At 39, Che Guevara was caught in Bolivia, while tied down and kept as a prisoner, he was shot to death, his hands were cut-off, and buried in an unmarked mass grave. The remains were exhumed and later found through a confession of a retired Bolivian General who came clean to this book’s author.
Jon Lee Anderson made a splendid job writing this biography. He was an international investigative reporter, war correspondent and staff writer for The New Yorker. His fastidiousness and training as an investigative writer was thoroughly employed in an outstanding manner. This is a well researched work grounded on extensive and exclusive primary sources that were given to Anderson when he approached Che Guevara’s widow, Aleida March, a distinction other written biographies lack that inevitably strips them of some semblance of true portrayal of Che’s life if not sheer outright veracity that led to biographies that have often resulted to sanctimonious and romanticized accounts.
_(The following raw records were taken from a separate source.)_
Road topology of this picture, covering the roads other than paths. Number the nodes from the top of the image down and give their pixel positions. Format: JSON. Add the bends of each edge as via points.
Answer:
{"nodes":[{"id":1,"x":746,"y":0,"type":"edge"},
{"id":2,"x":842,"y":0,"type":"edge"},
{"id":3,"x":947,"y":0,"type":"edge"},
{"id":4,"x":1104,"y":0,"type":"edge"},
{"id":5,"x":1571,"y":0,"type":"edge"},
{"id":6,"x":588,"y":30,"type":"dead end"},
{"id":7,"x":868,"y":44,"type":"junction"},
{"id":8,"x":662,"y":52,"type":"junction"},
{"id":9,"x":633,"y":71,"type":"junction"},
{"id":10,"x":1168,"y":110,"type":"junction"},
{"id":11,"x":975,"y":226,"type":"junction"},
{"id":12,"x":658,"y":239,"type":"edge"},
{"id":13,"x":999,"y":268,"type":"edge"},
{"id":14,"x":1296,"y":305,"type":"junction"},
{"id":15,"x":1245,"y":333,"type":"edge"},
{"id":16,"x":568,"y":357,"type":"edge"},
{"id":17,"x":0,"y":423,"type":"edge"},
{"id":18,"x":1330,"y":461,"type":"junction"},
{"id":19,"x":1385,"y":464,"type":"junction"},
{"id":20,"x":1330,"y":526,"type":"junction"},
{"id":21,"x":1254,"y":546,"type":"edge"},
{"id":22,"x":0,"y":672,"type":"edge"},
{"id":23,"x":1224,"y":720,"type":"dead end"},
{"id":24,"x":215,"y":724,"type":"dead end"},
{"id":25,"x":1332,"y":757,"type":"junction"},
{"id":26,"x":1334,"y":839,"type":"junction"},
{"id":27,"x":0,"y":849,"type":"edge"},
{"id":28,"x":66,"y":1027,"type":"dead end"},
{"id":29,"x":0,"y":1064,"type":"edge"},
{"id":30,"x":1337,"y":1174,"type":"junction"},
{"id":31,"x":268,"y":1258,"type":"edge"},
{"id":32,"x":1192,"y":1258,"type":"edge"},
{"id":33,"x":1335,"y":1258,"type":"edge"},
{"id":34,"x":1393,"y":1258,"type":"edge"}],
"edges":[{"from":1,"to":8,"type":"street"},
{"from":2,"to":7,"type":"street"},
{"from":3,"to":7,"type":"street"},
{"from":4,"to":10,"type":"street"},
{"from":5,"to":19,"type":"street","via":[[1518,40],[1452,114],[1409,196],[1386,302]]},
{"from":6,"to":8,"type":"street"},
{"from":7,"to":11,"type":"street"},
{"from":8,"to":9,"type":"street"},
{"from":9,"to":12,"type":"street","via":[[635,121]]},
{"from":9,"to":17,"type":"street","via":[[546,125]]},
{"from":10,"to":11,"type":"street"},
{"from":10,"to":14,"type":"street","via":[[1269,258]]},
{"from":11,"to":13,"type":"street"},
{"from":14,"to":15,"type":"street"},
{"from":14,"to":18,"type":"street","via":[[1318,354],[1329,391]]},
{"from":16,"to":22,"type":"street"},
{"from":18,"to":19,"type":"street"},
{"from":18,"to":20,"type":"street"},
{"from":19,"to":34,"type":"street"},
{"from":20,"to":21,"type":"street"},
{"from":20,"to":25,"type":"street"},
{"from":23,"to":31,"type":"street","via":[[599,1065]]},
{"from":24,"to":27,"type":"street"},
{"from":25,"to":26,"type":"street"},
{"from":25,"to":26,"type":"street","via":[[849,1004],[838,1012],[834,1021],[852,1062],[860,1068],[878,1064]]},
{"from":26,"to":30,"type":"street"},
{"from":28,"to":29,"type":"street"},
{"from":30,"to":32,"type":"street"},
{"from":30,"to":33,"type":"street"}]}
Anderson’s narrative is fluid and light. He presents the social milieu operative in Che’s environment and in so doing, the reader is made to understand how this helped shape the man. Anderson intermittently interjects his intuitive comments on the narrative which are always rational if not factual. What I have come to appreciate the most was Anderson’s tone in writing which was, if not totally objective, was not defined by a ‘western’ bias in the least.
This is a great piece of work not only because of Anderson’s capacity and technical aspects in writing but more so in what it has substantially achieved. He was able to peel layers and layers of laudatory accounts and legends on this icon and revealed the man within.
Did I enjoy reading this biography? Definitely, yes!
Did I come to know Ernesto ‘Che’ Guevara? Yes!
Will I recommend this? This is the book one must read to know Che Guevara.
*Accounts vary on this, and the incident itself has attained an exalted position, sometimes mythologized. Other accounts point that this is Che’s last written word as contained in his Bolivian diary.